Investors focused on the Consumer Discretionary space have likely heard of Sony (SNE - Free Report) , but is the stock performing well in comparison to the rest of its sector peers? One simple way to answer this question is to take a look at the year-to-date performance of SNE and the rest of the Consumer Discretionary group's stocks.
Sony is one of 242 individual stocks in the Consumer Discretionary sector. Collectively, these companies sit at #10 in the Zacks Sector Rank. The Zacks Sector Rank considers 16 different sector groups. The average Zacks Rank of the individual stocks within the groups is measured, and the sectors are listed from best to worst.
The Zacks Rank is a proven model that highlights a variety of stocks with the right characteristics to outperform the market over the next one to three months. The system emphasizes earnings estimate revisions and favors companies with improving earnings outlooks. SNE is currently sporting a Zacks Rank of #1 (Strong Buy).

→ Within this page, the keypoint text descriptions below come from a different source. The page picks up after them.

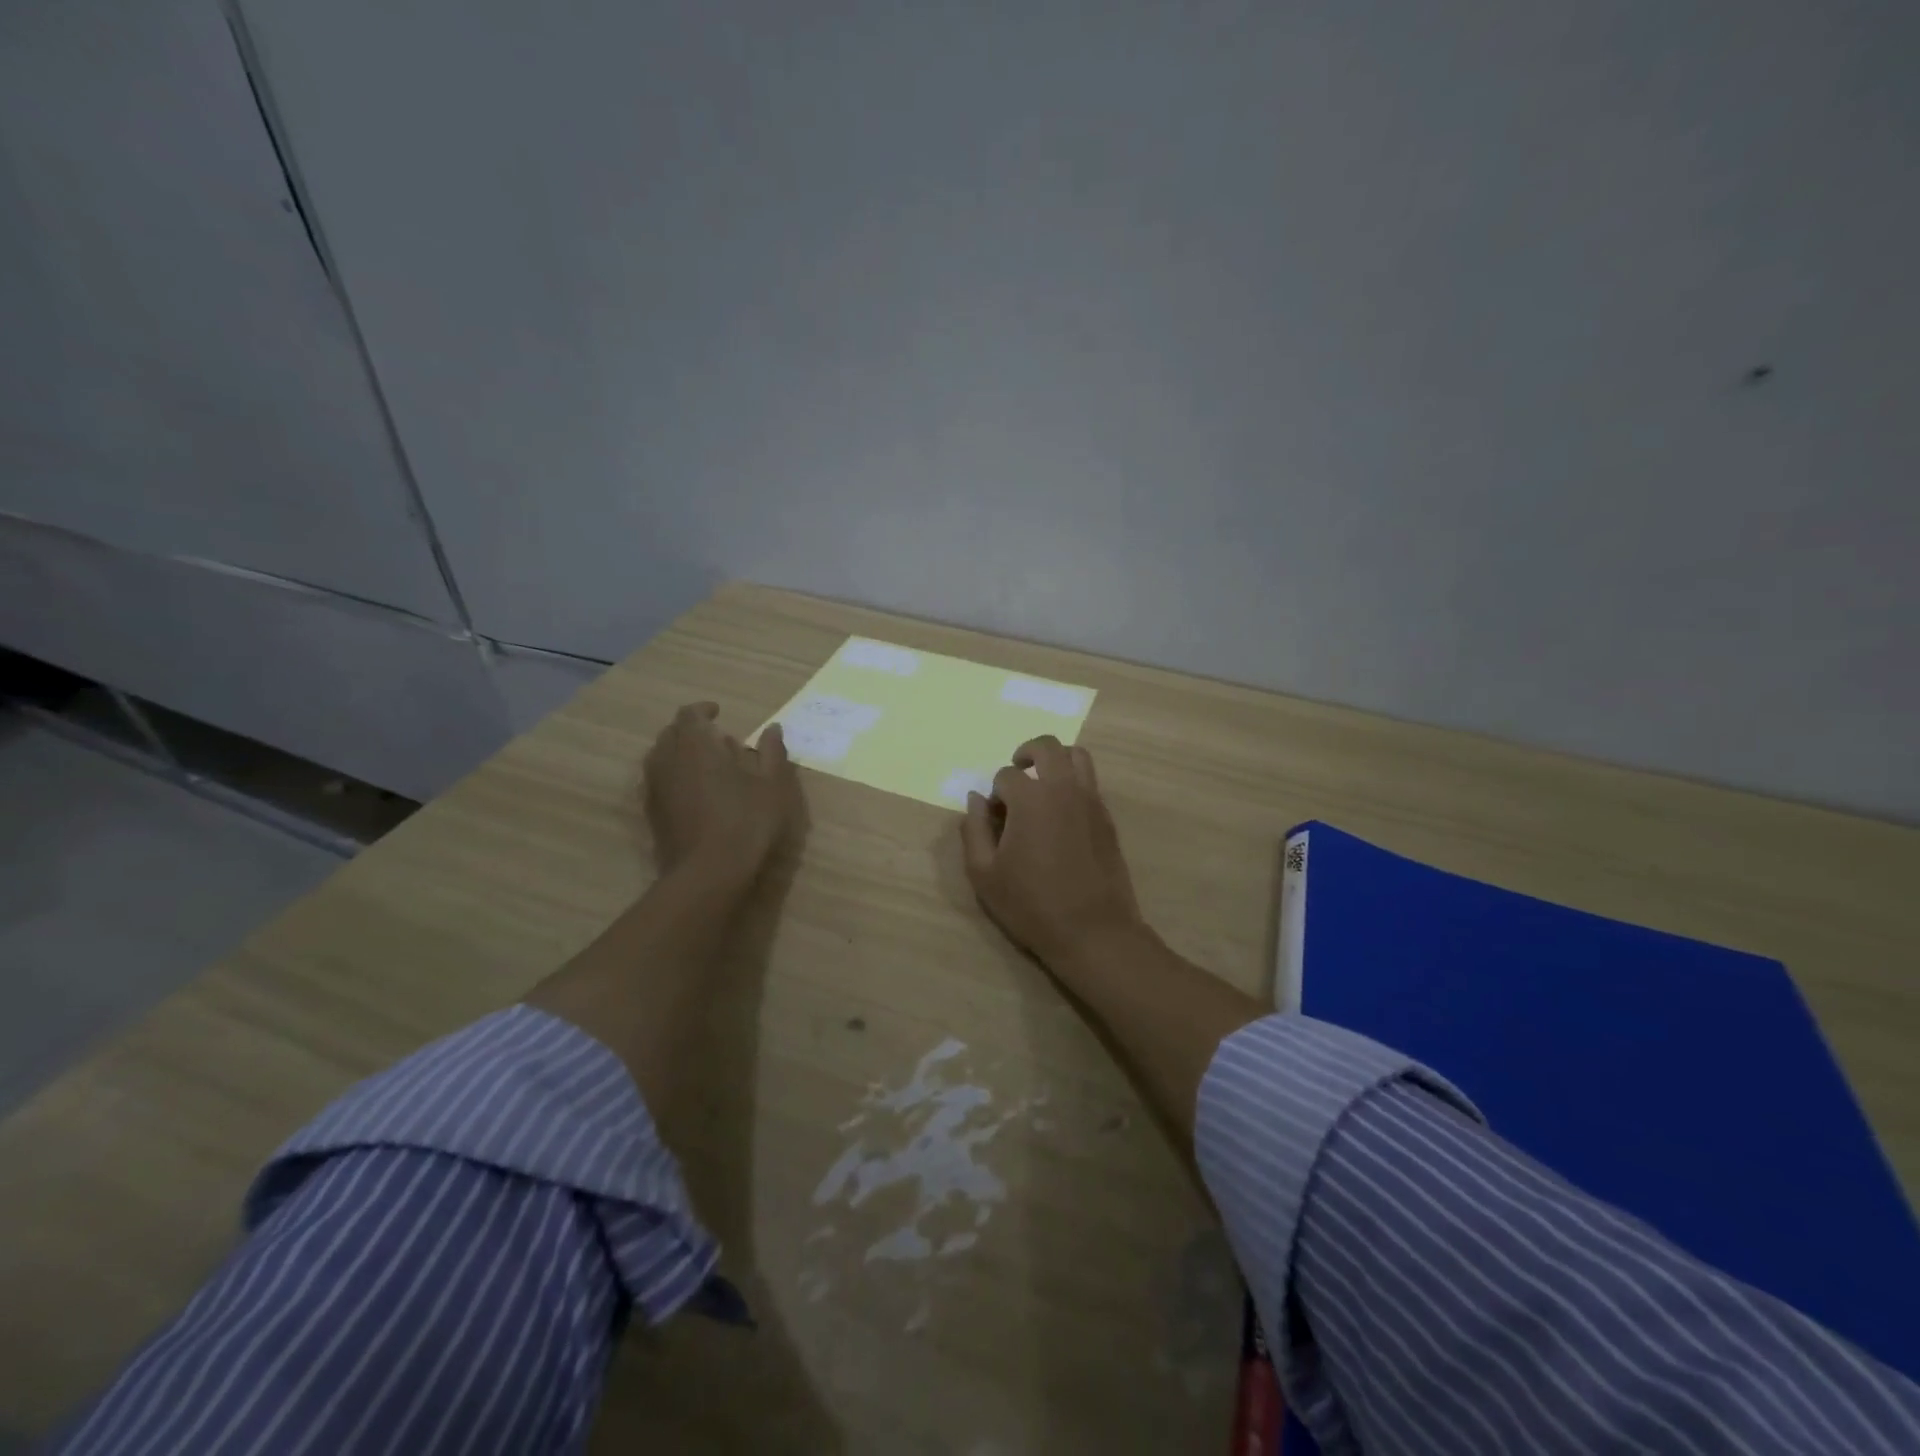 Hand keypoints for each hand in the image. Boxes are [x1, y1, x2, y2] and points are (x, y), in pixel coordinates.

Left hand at [644, 702, 802, 884]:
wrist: (708, 871)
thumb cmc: (746, 820)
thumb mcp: (772, 784)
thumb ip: (772, 752)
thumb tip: (773, 728)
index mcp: (696, 744)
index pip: (690, 714)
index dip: (703, 710)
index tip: (719, 713)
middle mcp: (668, 758)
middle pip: (671, 733)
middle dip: (691, 730)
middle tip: (716, 739)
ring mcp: (656, 787)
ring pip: (662, 757)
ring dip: (680, 753)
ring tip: (706, 765)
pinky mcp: (652, 812)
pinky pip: (660, 781)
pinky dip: (675, 776)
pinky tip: (696, 793)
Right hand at [959, 735, 1143, 969]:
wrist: (1093, 931)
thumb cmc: (1031, 905)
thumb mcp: (984, 874)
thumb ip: (974, 830)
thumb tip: (975, 799)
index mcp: (1031, 799)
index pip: (1005, 776)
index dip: (995, 794)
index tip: (994, 818)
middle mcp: (1064, 789)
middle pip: (1047, 747)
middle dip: (1025, 754)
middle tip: (1015, 774)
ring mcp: (1091, 801)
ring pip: (1077, 756)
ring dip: (1055, 759)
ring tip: (1042, 782)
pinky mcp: (1107, 817)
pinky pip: (1090, 782)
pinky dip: (1073, 782)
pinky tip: (1061, 812) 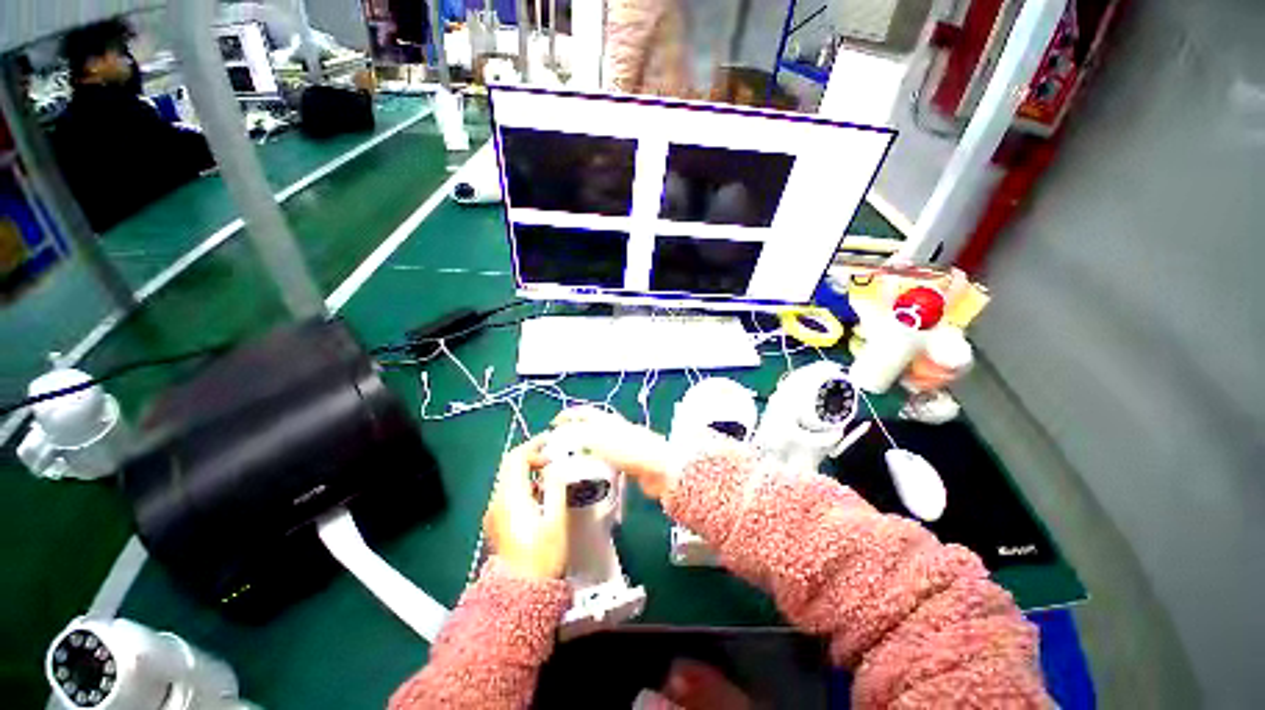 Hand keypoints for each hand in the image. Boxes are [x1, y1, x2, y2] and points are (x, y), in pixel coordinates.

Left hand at [483, 436, 567, 579]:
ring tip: (550, 472)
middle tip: (553, 456)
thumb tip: (555, 465)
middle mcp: (497, 500)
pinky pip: (507, 492)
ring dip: (527, 470)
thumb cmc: (542, 556)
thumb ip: (556, 487)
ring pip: (508, 478)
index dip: (534, 445)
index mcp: (511, 497)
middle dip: (530, 455)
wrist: (519, 596)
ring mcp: (493, 512)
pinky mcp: (495, 522)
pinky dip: (523, 484)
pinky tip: (540, 494)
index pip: (516, 458)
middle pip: (509, 466)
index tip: (552, 443)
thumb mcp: (556, 519)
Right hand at [550, 407, 673, 500]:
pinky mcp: (627, 464)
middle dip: (572, 435)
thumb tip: (554, 438)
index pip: (583, 412)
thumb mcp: (595, 438)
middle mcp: (613, 430)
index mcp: (605, 419)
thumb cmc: (626, 448)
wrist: (657, 467)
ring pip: (597, 446)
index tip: (553, 424)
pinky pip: (605, 463)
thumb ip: (573, 436)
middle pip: (589, 428)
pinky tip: (587, 477)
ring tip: (567, 464)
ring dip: (583, 452)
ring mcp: (621, 446)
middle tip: (557, 448)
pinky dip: (594, 467)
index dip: (567, 415) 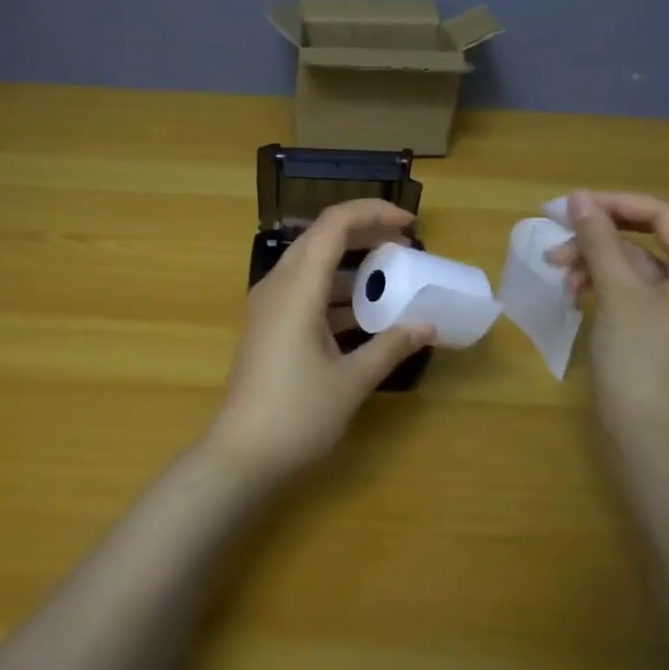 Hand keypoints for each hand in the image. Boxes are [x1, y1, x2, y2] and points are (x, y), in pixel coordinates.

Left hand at [204, 199, 433, 483]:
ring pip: (312, 265)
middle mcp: (278, 286)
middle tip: (404, 247)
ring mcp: (268, 307)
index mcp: (297, 288)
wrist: (241, 455)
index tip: (410, 225)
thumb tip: (427, 326)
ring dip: (350, 265)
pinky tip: (364, 314)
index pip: (333, 224)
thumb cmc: (298, 414)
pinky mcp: (268, 327)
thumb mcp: (352, 380)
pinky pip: (304, 291)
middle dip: (365, 234)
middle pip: (322, 238)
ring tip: (391, 278)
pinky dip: (335, 291)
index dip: (373, 214)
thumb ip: (391, 346)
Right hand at [547, 190, 668, 453]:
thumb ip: (599, 241)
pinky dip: (602, 290)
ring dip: (595, 266)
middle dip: (598, 240)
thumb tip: (579, 197)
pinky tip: (574, 296)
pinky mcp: (660, 335)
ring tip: (559, 276)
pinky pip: (631, 296)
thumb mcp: (618, 294)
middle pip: (646, 243)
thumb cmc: (640, 360)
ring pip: (634, 270)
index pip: (664, 217)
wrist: (650, 441)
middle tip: (555, 248)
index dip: (617, 205)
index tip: (572, 207) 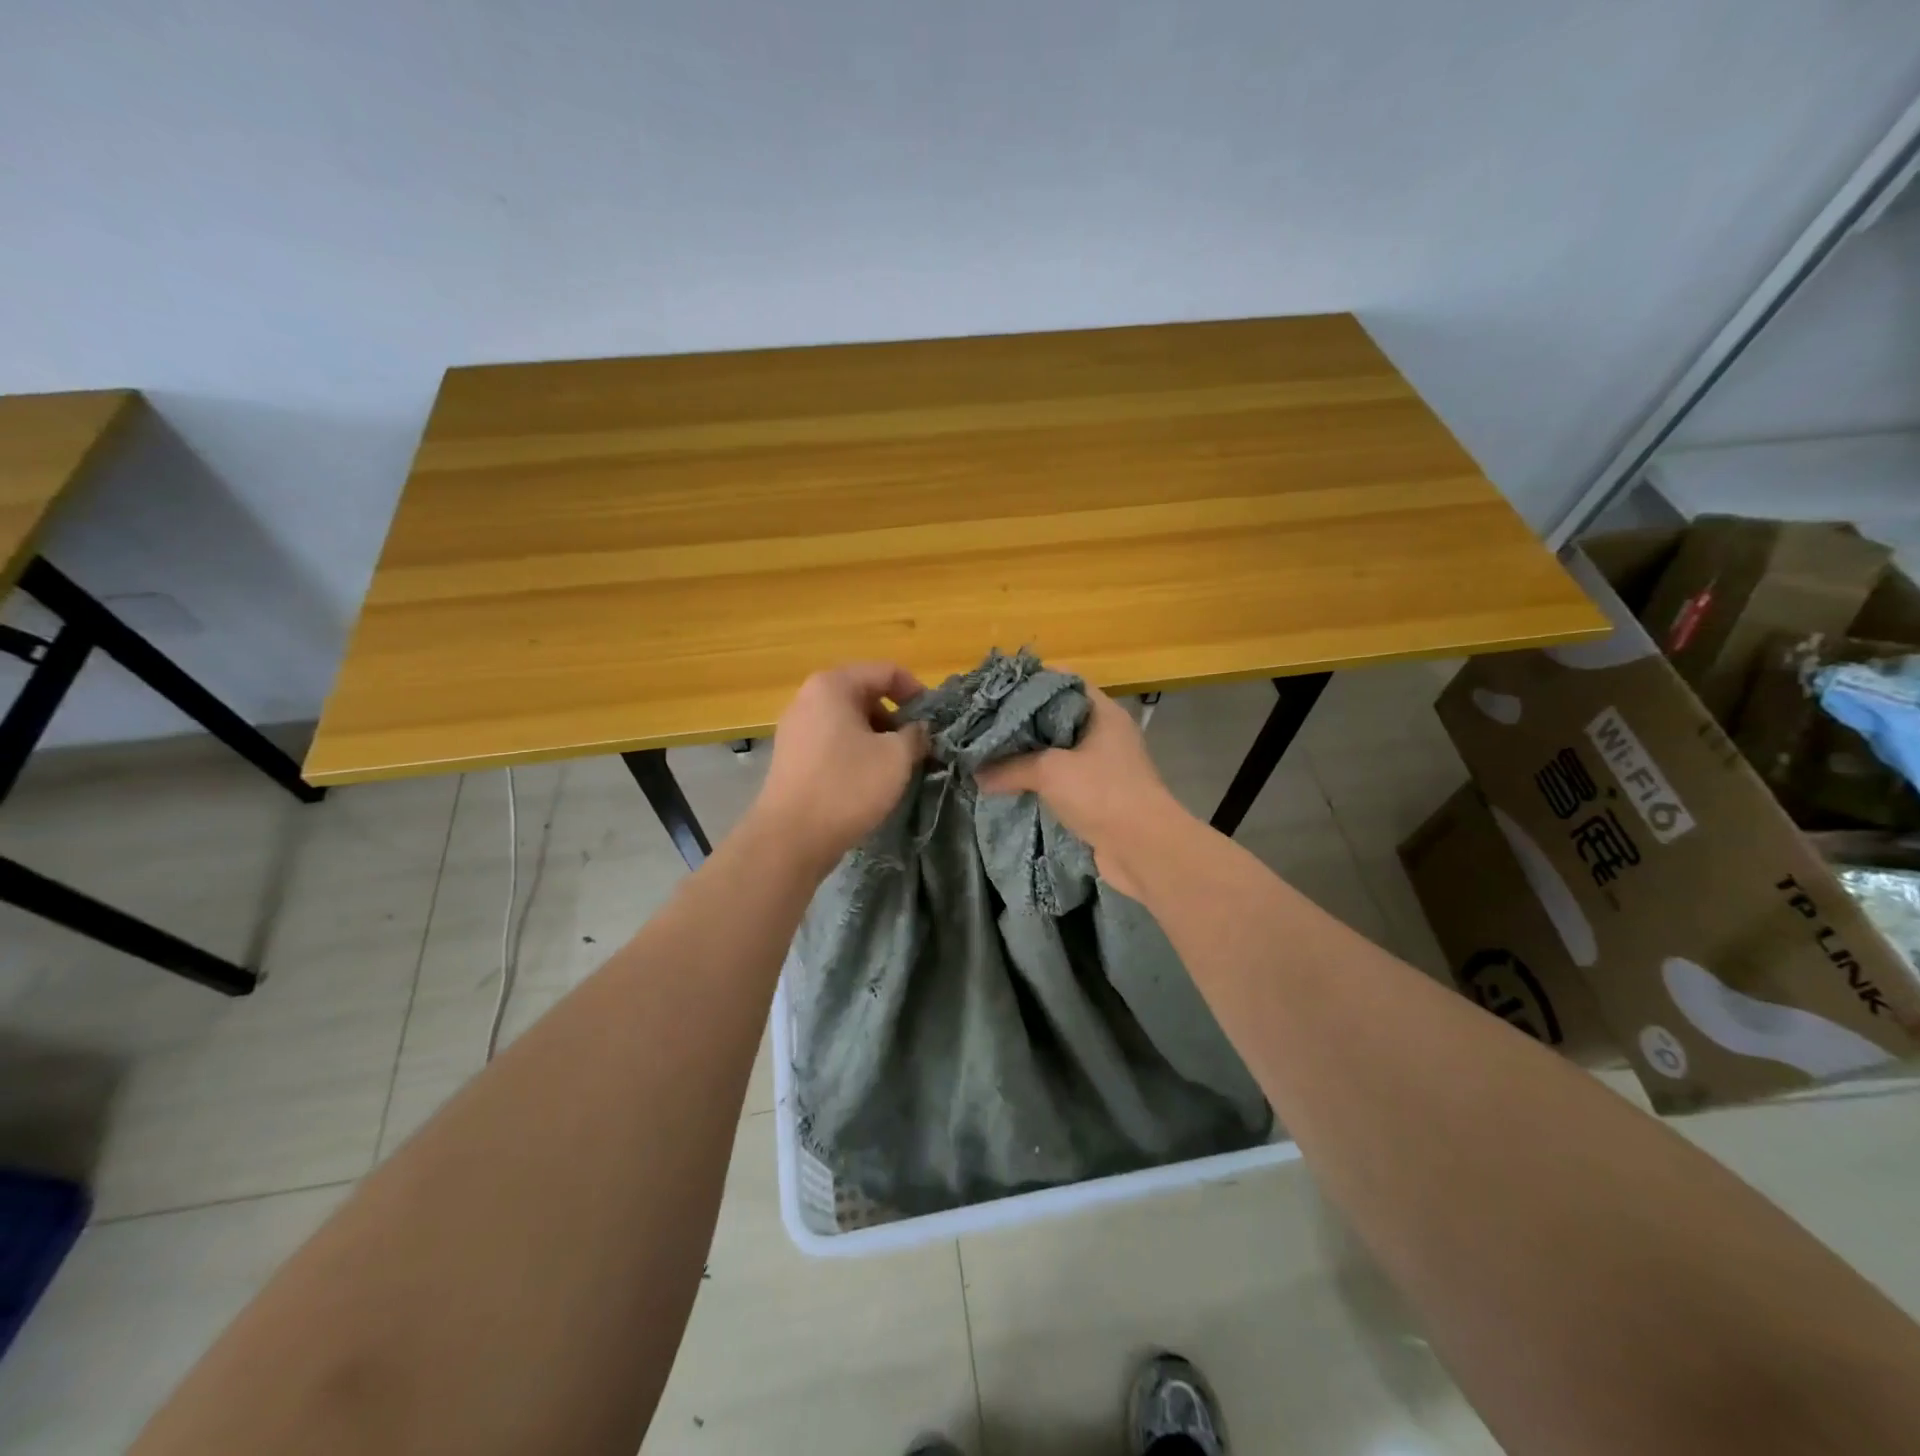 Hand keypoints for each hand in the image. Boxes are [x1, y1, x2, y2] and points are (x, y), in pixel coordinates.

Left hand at [749, 662, 929, 872]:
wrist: (791, 838)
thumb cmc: (847, 787)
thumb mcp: (896, 757)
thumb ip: (916, 734)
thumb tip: (919, 729)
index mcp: (833, 685)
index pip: (887, 671)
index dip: (917, 692)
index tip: (934, 721)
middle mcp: (809, 697)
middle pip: (866, 693)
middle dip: (896, 717)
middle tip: (918, 746)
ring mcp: (796, 727)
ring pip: (850, 720)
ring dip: (878, 737)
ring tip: (897, 766)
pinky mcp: (792, 755)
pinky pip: (833, 741)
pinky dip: (856, 751)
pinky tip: (869, 779)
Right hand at [975, 683, 1189, 897]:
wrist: (1143, 849)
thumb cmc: (1101, 793)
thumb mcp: (1050, 772)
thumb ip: (1010, 767)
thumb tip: (976, 774)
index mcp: (1102, 712)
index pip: (1062, 681)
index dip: (1029, 682)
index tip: (995, 690)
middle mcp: (1104, 733)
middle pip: (1055, 717)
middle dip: (1021, 723)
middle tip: (984, 723)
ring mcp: (1102, 765)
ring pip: (1056, 751)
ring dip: (1027, 756)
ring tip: (989, 753)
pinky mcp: (1096, 795)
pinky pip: (1060, 779)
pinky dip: (1037, 781)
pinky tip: (1008, 784)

The Zacks Consensus Estimate for SNE's full-year earnings has moved 1.83% higher within the past quarter. This shows that analyst sentiment has improved and the company's earnings outlook is stronger.
Based on the latest available data, SNE has gained about 20.42% so far this year. At the same time, Consumer Discretionary stocks have lost an average of 1.26%. This means that Sony is performing better than its sector in terms of year-to-date returns.
To break things down more, SNE belongs to the Audio Video Production industry, a group that includes 6 individual companies and currently sits at #75 in the Zacks Industry Rank. On average, this group has gained an average of 12.86% so far this year, meaning that SNE is performing better in terms of year-to-date returns.
Investors in the Consumer Discretionary sector will want to keep a close eye on SNE as it attempts to continue its solid performance.